Man lost also the four preternatural gifts that belong to
integrity: immunity from death, from pain, from
concupiscence, and from ignorance. He was reduced to the
servitude of the devil and sin, from which he cannot be
freed except by grace.
2. Man was wounded in his natural endowments, although
he preserved his nature and the nature of his faculties.

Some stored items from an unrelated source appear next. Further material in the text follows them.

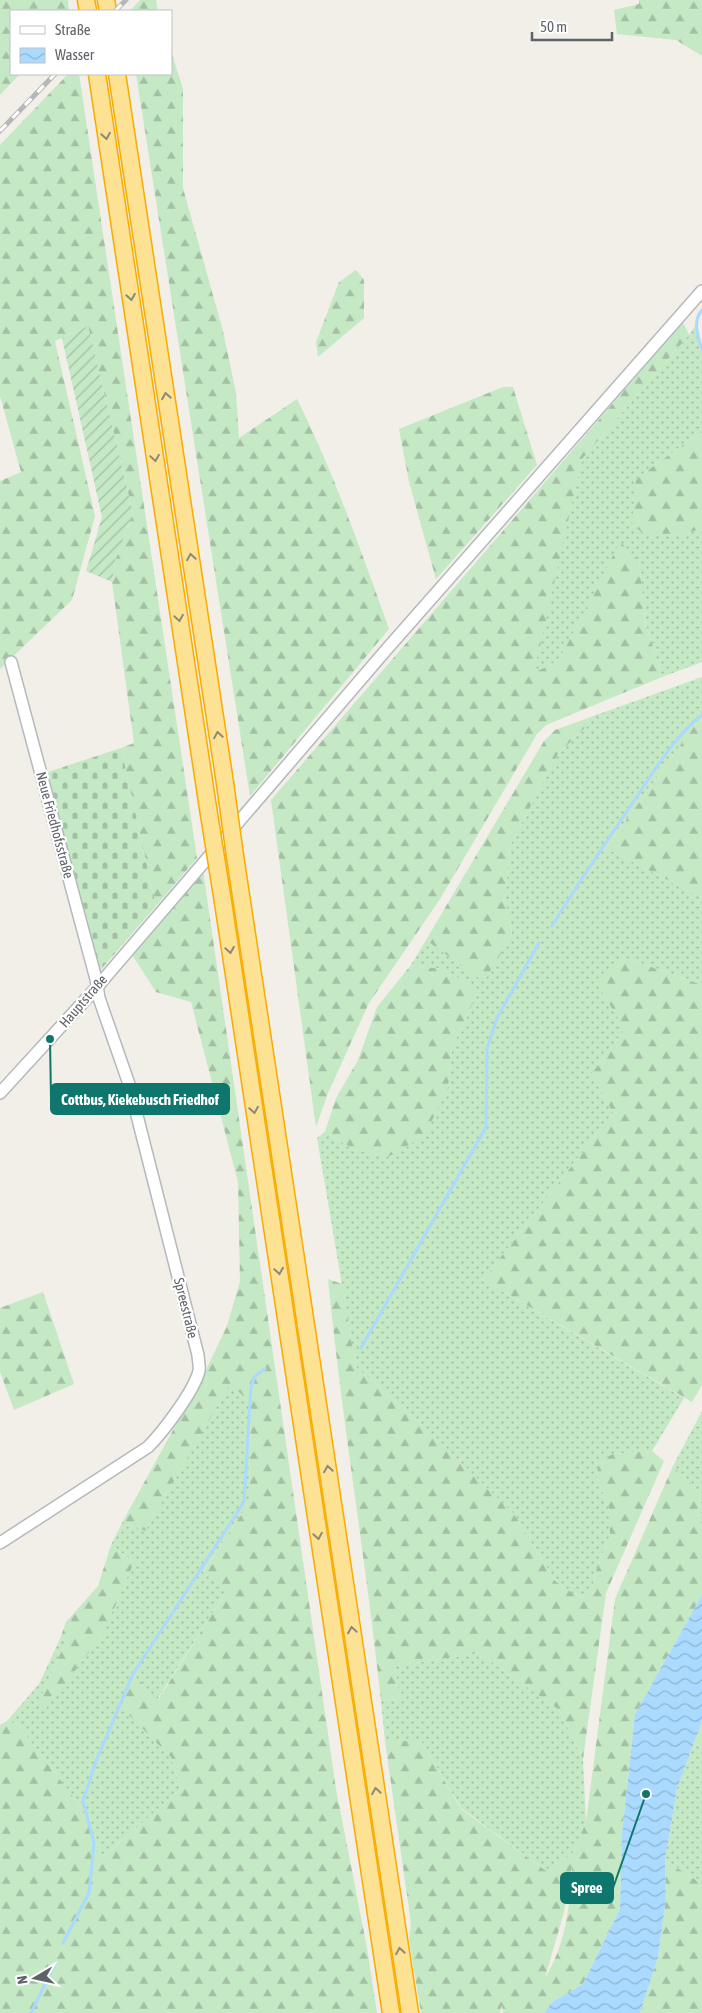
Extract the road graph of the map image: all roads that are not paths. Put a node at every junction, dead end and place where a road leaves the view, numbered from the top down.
1 (117, 75) edge
2 (98, 81) edge
3 (702, 291) edge
4 (11, 662) dead end
5 (96, 987) junction
6 (0, 1093) edge
7 (0, 1543) edge
8 (409, 2006) edge
9 (390, 2008) edge

8 -> 1 highway, bridge
2 -> 9 highway, bridge
3 - 5 street, Hauptstraße
4 - 5 street, Neue Friedhofsstraße
5 - 6 street, Hauptstraße
5 - 7 street, Spreestraße

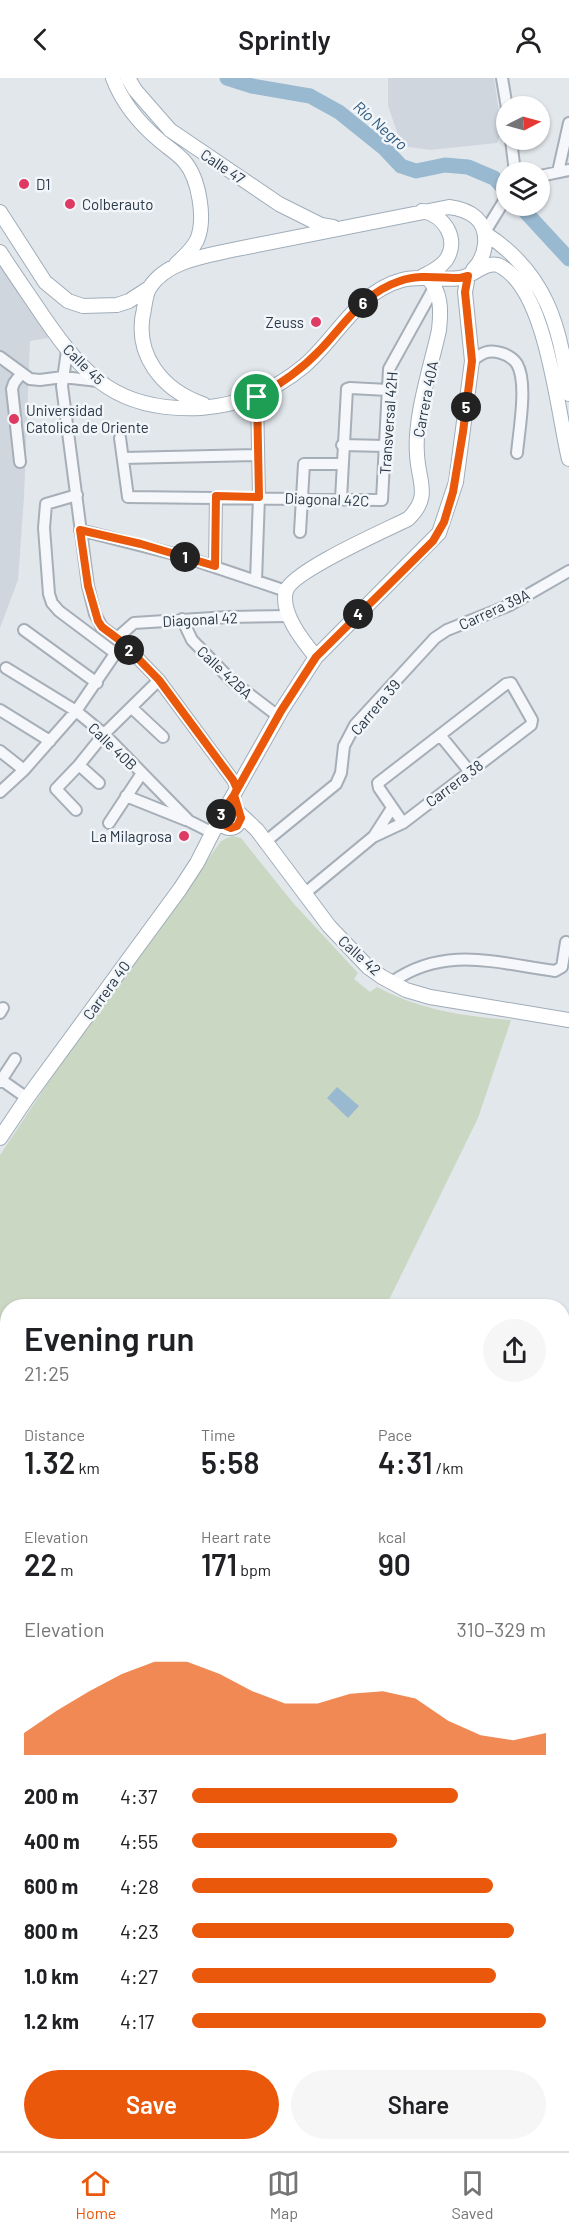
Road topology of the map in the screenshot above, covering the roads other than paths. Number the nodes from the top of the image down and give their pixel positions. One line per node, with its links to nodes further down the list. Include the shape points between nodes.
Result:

The Second Council of Orange[1616] and the
Council of Trent[1617] say that "in body and soul
man was changed for the worse"; and the Council of
Trent adds that his "free will was weakened and deformed
in its exercise."[1618]
St. Thomas and theologians in general enumerate four
wounds of the soul: "Inasmuch as reason was deprived of
its order to truth we have the wound of ignorance;
inasmuch as the will was deprived of the order to good we
have the wound of malice; inasmuch as the irascible
appetite was deprived of its order to the difficult we have
the wound of weakness; inasmuch as concupiscence was
deprived of the order to the delectable moderated by reason
we have the wound of concupiscence."[1619]

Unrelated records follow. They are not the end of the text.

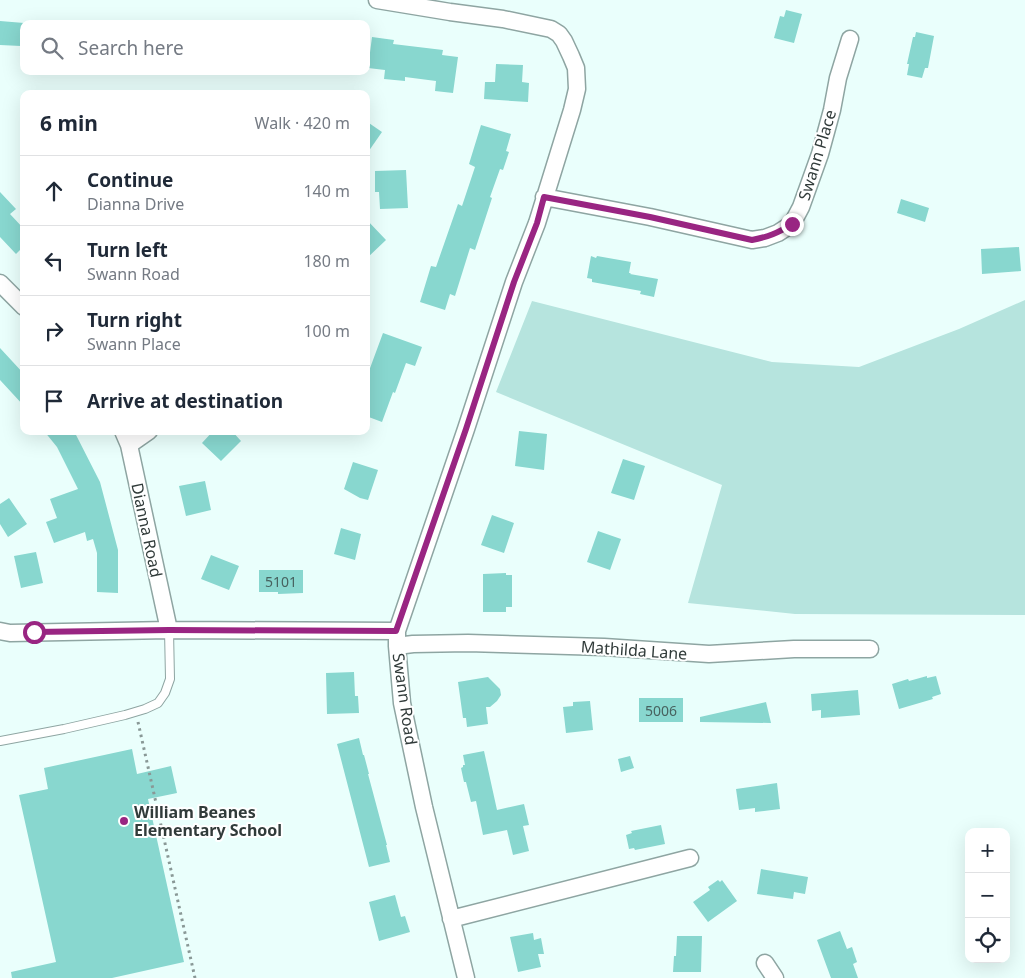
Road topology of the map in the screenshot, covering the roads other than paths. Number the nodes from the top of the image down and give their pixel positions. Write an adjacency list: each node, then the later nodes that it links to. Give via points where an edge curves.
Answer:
1 (377, 0): 3 (street, Swann Road, via 503,19 551,28 559,34 576,68 577,89)
2 (850, 40): 3 (street, Swann Place, via 820,154 801,207 792,224 778,233 752,240)
3 (544, 197): 9 (street, Swann Road)
4 (0, 283): 5 (street)
5 (20, 303)
6 (126, 438): 7 (street, Dianna Road)
7 (169, 630): 8 (street, Mathilda Lane, via 10,634); 9 (street, Mathilda Lane); 11 (lane, via 170,679 158,703 136,712)
8 (0, 631)
9 (397, 638): 10 (street, Mathilda Lane, via 709,654); 13 (street, Swann Road, via 402,703)
10 (870, 649)
11 (0, 741)
12 (690, 858): 13 (street)
13 (451, 919): 15 (street, Swann Road)
14 (765, 963): 16 (street)
15 (466, 978)
16 (775, 978)

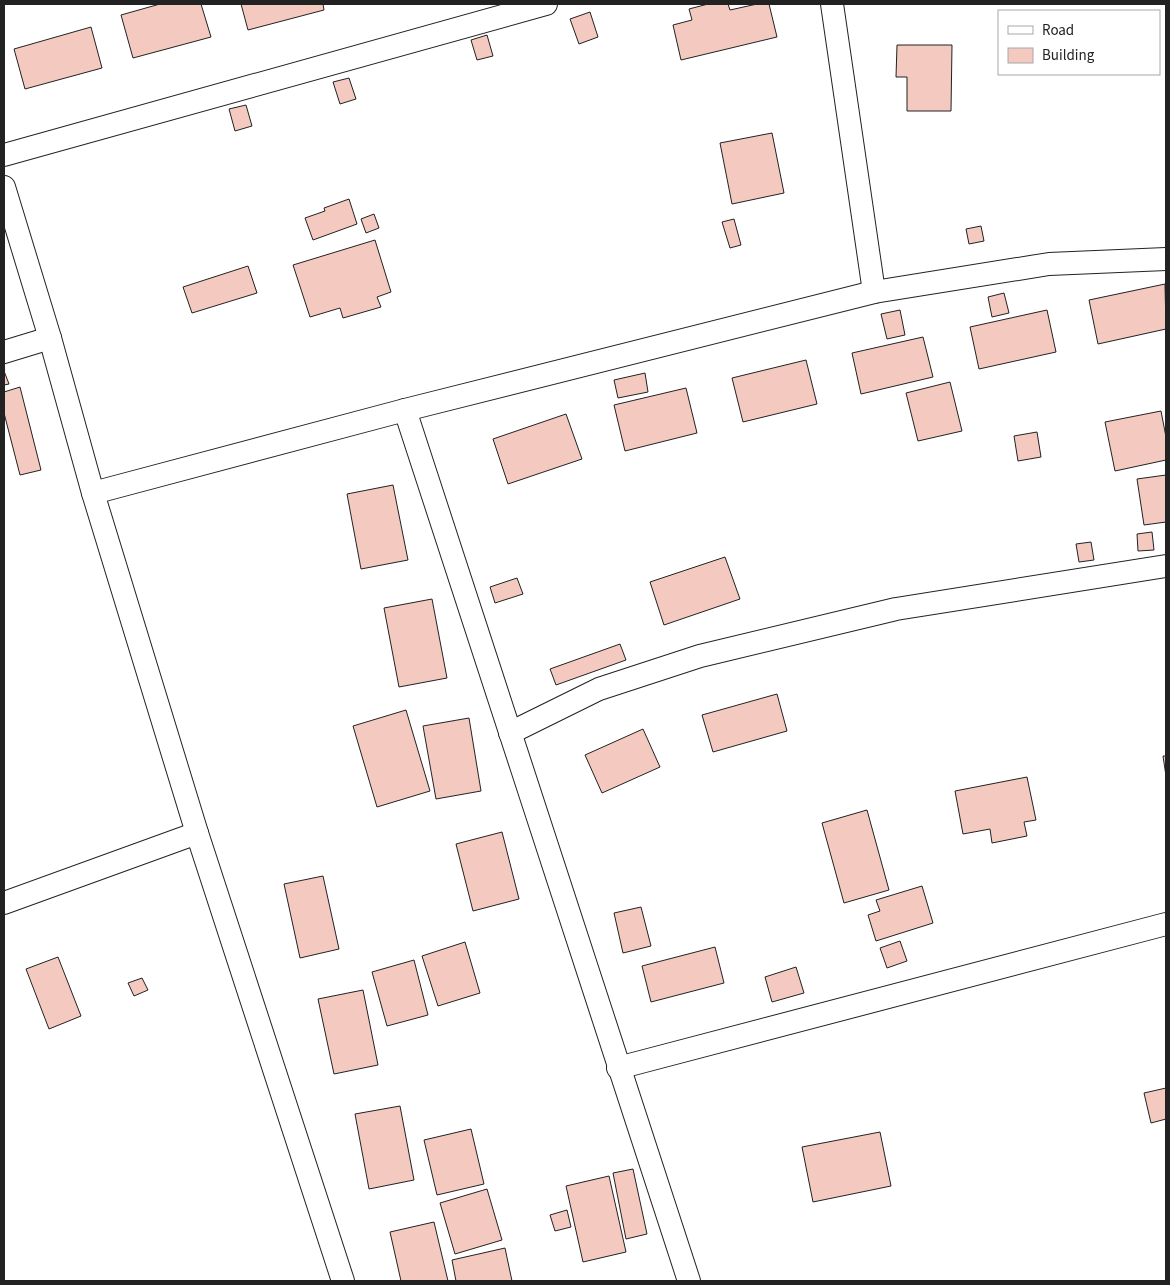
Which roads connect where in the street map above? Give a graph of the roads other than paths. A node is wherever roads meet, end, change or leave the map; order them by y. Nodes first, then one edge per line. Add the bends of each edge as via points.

Doubt. Whether man is weaker to accomplish moral good of
the natural order in the state of unredeemed fallen nature
than he would have been in the state of pure nature. In
other words, does the wounding of nature consist only in
the loss of the gratuitous gifts, or does it include the
weakening of the natural powers?
There are three principal opinions.
1. Some theologians hold that the powers of fallen man
have been intrinsically reduced by his positive habit of
being inclined to changeable goods. Such is the opinion
of Henry of Ghent, Gabriel Biel, and certain ancient
writers. The Jansenists held an exaggerated form of this
opinion.
2. Others hold that man's powers for moral good have in
no way been diminished. This view is held by Suarez,
Bellarmine, and by the theologians of the Society of
Jesus, among them, Mazzella, Palmieri, and Pesch.

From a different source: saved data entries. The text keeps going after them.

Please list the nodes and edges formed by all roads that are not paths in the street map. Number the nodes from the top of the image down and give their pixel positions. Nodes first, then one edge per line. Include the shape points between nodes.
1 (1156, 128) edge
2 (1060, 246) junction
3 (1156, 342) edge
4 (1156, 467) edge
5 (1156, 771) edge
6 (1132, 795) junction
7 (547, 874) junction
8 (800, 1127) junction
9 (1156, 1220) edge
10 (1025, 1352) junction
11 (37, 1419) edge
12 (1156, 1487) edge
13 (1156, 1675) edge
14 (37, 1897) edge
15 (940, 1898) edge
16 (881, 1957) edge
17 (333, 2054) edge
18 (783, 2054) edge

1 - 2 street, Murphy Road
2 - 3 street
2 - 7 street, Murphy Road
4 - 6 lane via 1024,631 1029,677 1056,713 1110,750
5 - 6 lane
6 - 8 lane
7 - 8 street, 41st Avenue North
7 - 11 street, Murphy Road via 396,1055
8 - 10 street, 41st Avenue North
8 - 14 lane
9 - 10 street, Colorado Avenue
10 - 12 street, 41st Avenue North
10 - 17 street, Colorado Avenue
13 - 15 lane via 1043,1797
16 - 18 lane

3. Others teach that the natural powers of fallen man
have been weakened, not intrinsically,—but
extrinsically, because of the placing of an obstacle.
This is the opinion of Thomists in general: Alvarez,
Lemos, John of St. Thomas, Contenson, the
Salmanticenses, Goudin, Billuart, Gonet in his
Clypeus, in which he amended what he had taught earlier
in his Manual, St. Alphonsus, and Tanquerey.
This last opinion seems to be more in accord with the
doctrine of St. Thomas; the first opinion sins by
excess, and the second by defect. St. Thomas proposes
the question, whether sin diminishes the good of nature.
He replies by explaining the words of Venerable Bede,
"Man was despoiled of the gratuitous gifts and wounded in
his natural powers." "The good of nature," St.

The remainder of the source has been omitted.